Re: Additional comments on the semantics of property paths from Jeen Broekstra on 2012-02-21 (public-rdf-dawg-comments@w3.org from February 2012)

From: Jeen Broekstra <jeen.broekstra@gmail.com>
Date: Tue, 21 Feb 2012 15:27:17 +1300
To: public-rdf-dawg-comments@w3.org
Message-ID: <4F430105.6080008@gmail.com>
My 2 cents:

I agree with the conclusion that property path semantics are complex and
hard to implement in a scalable fashion.

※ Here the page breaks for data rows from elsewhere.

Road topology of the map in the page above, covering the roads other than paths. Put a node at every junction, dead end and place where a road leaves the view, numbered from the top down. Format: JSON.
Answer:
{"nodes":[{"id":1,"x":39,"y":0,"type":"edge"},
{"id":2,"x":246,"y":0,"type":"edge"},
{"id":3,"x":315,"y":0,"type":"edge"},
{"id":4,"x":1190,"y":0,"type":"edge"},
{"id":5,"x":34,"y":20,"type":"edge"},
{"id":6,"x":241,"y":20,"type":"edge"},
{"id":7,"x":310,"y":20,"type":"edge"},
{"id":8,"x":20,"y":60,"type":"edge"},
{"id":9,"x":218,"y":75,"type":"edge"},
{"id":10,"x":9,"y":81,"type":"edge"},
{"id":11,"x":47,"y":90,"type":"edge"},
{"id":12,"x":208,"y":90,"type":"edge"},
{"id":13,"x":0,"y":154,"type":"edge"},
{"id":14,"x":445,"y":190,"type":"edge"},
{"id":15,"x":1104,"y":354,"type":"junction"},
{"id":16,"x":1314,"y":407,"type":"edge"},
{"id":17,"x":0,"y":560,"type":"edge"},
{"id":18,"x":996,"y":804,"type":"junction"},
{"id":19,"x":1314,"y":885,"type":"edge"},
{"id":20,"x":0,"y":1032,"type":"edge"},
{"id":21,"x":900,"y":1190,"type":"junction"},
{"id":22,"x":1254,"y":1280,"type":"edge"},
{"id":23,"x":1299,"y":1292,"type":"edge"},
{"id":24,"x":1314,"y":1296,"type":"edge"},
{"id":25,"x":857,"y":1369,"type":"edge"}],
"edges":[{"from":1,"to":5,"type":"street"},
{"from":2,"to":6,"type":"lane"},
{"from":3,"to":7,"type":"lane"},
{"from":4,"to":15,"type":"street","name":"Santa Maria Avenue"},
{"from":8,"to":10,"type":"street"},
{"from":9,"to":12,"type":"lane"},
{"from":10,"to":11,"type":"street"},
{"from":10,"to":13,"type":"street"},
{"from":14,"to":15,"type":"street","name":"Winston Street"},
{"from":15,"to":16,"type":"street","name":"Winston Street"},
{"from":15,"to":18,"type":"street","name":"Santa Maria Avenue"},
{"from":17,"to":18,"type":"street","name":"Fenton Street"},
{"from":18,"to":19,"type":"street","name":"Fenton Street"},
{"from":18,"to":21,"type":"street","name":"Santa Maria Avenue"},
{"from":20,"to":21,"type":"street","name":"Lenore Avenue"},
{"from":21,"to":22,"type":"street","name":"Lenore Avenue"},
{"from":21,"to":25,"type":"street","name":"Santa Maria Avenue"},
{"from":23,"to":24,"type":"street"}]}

Especially the obligation to
retrieve all possible paths is impractical.

Allow me to provide an anecdotal data point as input: in a previous
version of Sesame property-paths were implemented in accordance with the
current WD spec (that is, returning all possible paths, which leads to
duplicate results).

This, however, proved to be unworkably slow and complex in practice: a
simple query traversing the skos:broader hierarchy of the DBPedia
category taxonomy took over 15 minutes to complete.

After reimplementing the algorithm in a way that removes the need for
keeping track of all paths (thus eliminating duplicate results), that
same query completes in slightly over 150ms.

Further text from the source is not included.